The photoresist used in the above step is “SU-8 3050” manufactured by Kayaku Microchem. Other SU-8 series (commercially available from several companies) can be used, or thick film photoresists other than SU-8 can be used.

The finished fine mask is composed of a mask pattern portion 43 and a reinforcing rib portion 44, and a plurality of slits 45 through which a sample passes are provided. A concave portion for preventing damage to the deposited sample is provided below the mask pattern portion 43. 46 is provided.
In the above case, a negative type resist agent was used. However, the pattern portion made of the photoresist agent of the fine mask means other than the negative type that leaves a portion cured by irradiation with laser light (ultraviolet rays) or the like. It may be a positive type.

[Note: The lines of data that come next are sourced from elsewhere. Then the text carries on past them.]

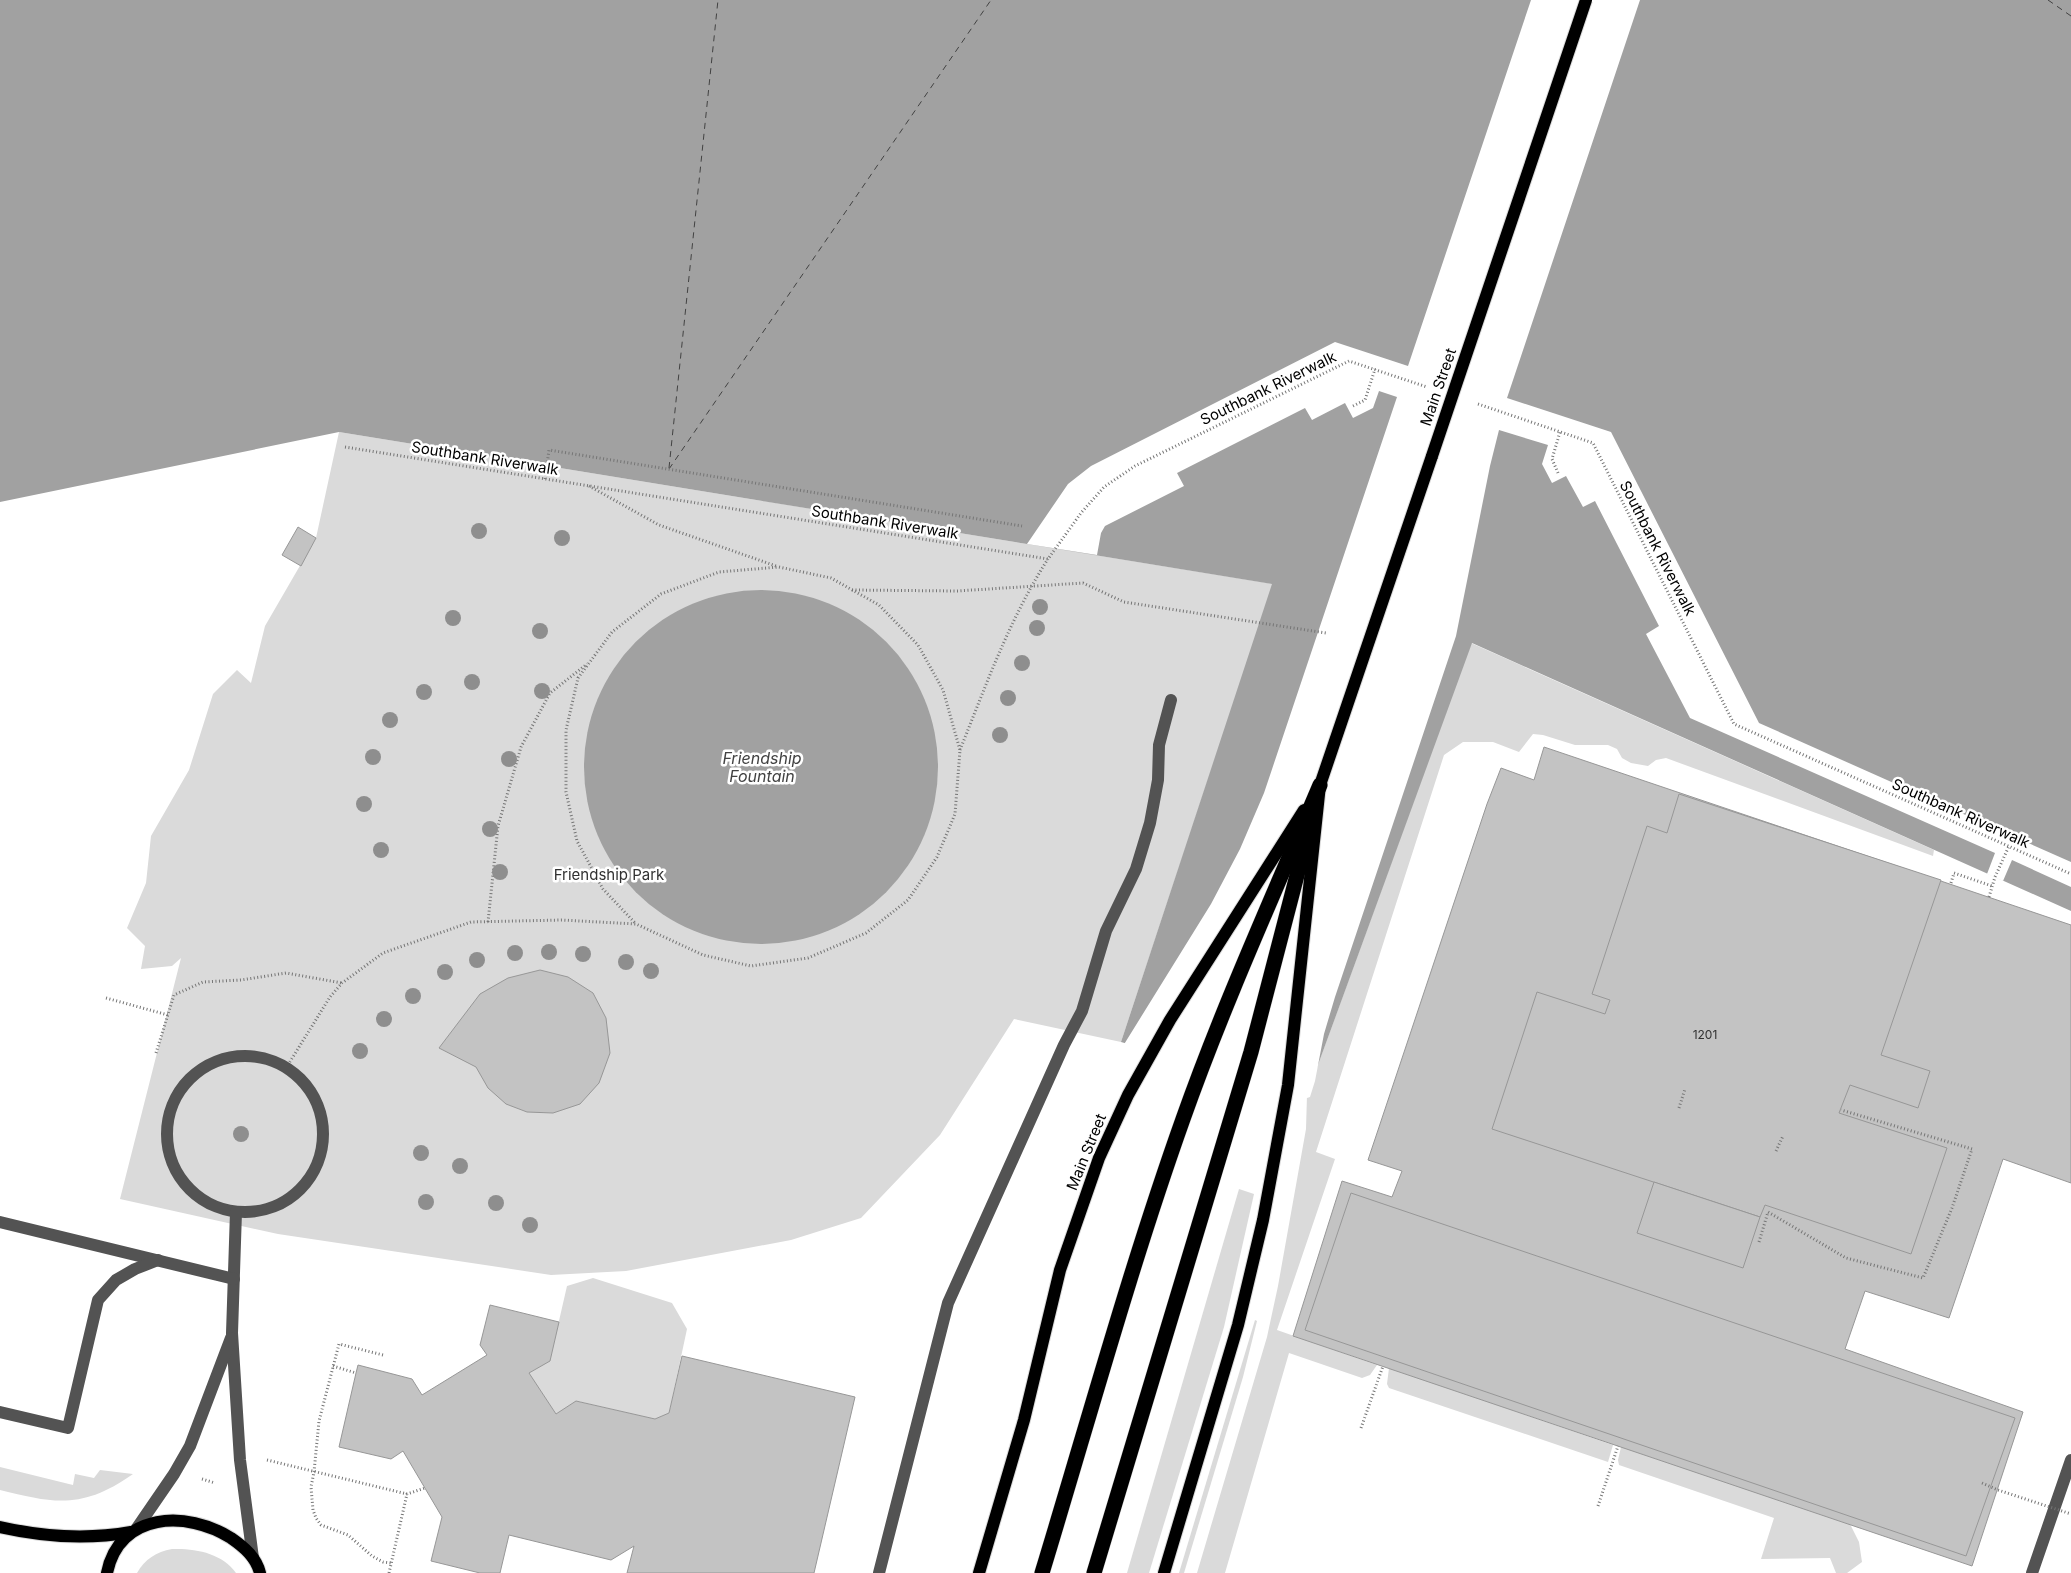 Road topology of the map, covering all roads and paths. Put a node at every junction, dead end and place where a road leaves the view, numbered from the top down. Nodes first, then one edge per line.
1 (1586, 0) edge
2 (1375, 369) junction
3 (1431, 388) dead end
4 (1477, 404) dead end
5 (1353, 406) dead end
6 (1560, 432) junction
7 (344, 447) dead end
8 (1558, 473) dead end
9 (544, 479) junction
10 (587, 485) junction
11 (1022, 526) dead end
12 (1048, 559) junction
13 (779, 567) junction
14 (1029, 588) junction
15 (852, 590) junction
16 (1326, 633) dead end
17 (592, 660) junction
18 (1171, 700) dead end
19 (960, 750) junction
20 (1320, 785) junction
21 (2009, 846) junction
22 (2071, 874) edge
23 (1951, 883) dead end
24 (1992, 886) junction
25 (1989, 897) dead end
26 (488, 922) junction
27 (636, 924) junction
28 (342, 983) junction
29 (106, 998) dead end
30 (168, 1015) junction
31 (156, 1053) dead end
32 (286, 1068) junction
33 (1685, 1089) dead end
34 (1679, 1108) dead end
35 (1841, 1110) dead end
36 (1783, 1136) dead end
37 (1776, 1151) dead end
38 (236, 1212) junction
39 (0, 1222) edge
40 (1759, 1242) dead end
41 (158, 1260) junction
42 (234, 1279) junction
43 (232, 1333) junction
44 (383, 1355) dead end
45 (333, 1366) junction
46 (1383, 1366) dead end
47 (356, 1373) dead end
48 (0, 1412) edge
49 (1361, 1428) dead end
50 (1618, 1446) dead end
51 (265, 1460) dead end
52 (2071, 1460) edge
53 (314, 1472) junction
54 (195, 1477) dead end
55 (1982, 1483) dead end
56 (222, 1485) dead end
57 (425, 1488) dead end
58 (407, 1494) junction
59 (1598, 1506) dead end
60 (2071, 1514) edge
61 (0, 1527) edge
62 (134, 1530) junction
63 (391, 1563) junction
64 (260, 1568) edge
65 (107, 1573) edge
66 (389, 1573) edge
67 (879, 1573) edge
68 (978, 1573) edge
69 (1042, 1573) edge
70 (1094, 1573) edge
71 (1164, 1573) edge
72 (2032, 1573) edge

1 - 20 main road, Main Street, bridge
2 - 3 path, Southbank Riverwalk
2 - 5 path
2 - 12 path, Southbank Riverwalk
4 - 6 path, Southbank Riverwalk
6 - 8 path
6 - 21 path, Southbank Riverwalk
7 - 9 path, Southbank Riverwalk
9 - 10 path, Southbank Riverwalk
9 - 11 path
10 - 12 path, Southbank Riverwalk
10 - 13 path
12 - 14 path
13 - 15 path
13 - 17 path
14 - 15 path
14 - 16 path
14 - 19 path
15 - 19 path
17 - 26 path
17 - 27 path
18 - 67 lane
19 - 27 path
20 - 68 main road, Main Street
20 - 69 highway
20 - 70 highway
20 - 71 main road, Main Street
21 - 22 path, Southbank Riverwalk
21 - 24 path
23 - 24 path
24 - 25 path
26 - 27 path
26 - 28 path
28 - 30 path
28 - 32 path
29 - 30 path
30 - 31 path
32 - 38 lane
32 - 38 lane
33 - 34 path
35 - 40 path
36 - 37 path
38 - 42 lane
39 - 41 lane
41 - 42 lane
41 - 48 lane
42 - 43 lane
43 - 62 lane
43 - 64 lane
44 - 45 path
45 - 47 path
45 - 53 path
46 - 49 path
50 - 59 path
51 - 53 path
52 - 72 lane
53 - 58 path
53 - 63 path
54 - 56 path
55 - 60 path, bridge
57 - 58 path
58 - 63 path
61 - 62 main road
62 - 64 main road
62 - 65 main road
63 - 66 path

<Formation of fluorocarbon thin film by RIE>
In the above embodiment, the fluorocarbon used as the release layer is formed from CHF3 gas using RIE (reactive ion etching apparatus). Since the composition is made from a gas, the composition is not exactly known, but it is considered that the chain [-CFx-] is repeated (x = 1 to 2).
Actual generation conditions
A fluorocarbon thin film having a film thickness of about 0.5 to 2 μm was formed in about 5 to 15 minutes at a CHF3 gas flow rate of 30 sccm, a pressure of 40 Pa, and an RF output of 50 W using an RIE apparatus (Samco International FA-1).
As an alternative method, a similar thin film can be formed by spin coating Cytop (Asahi Glass Co., Ltd.) on the substrate.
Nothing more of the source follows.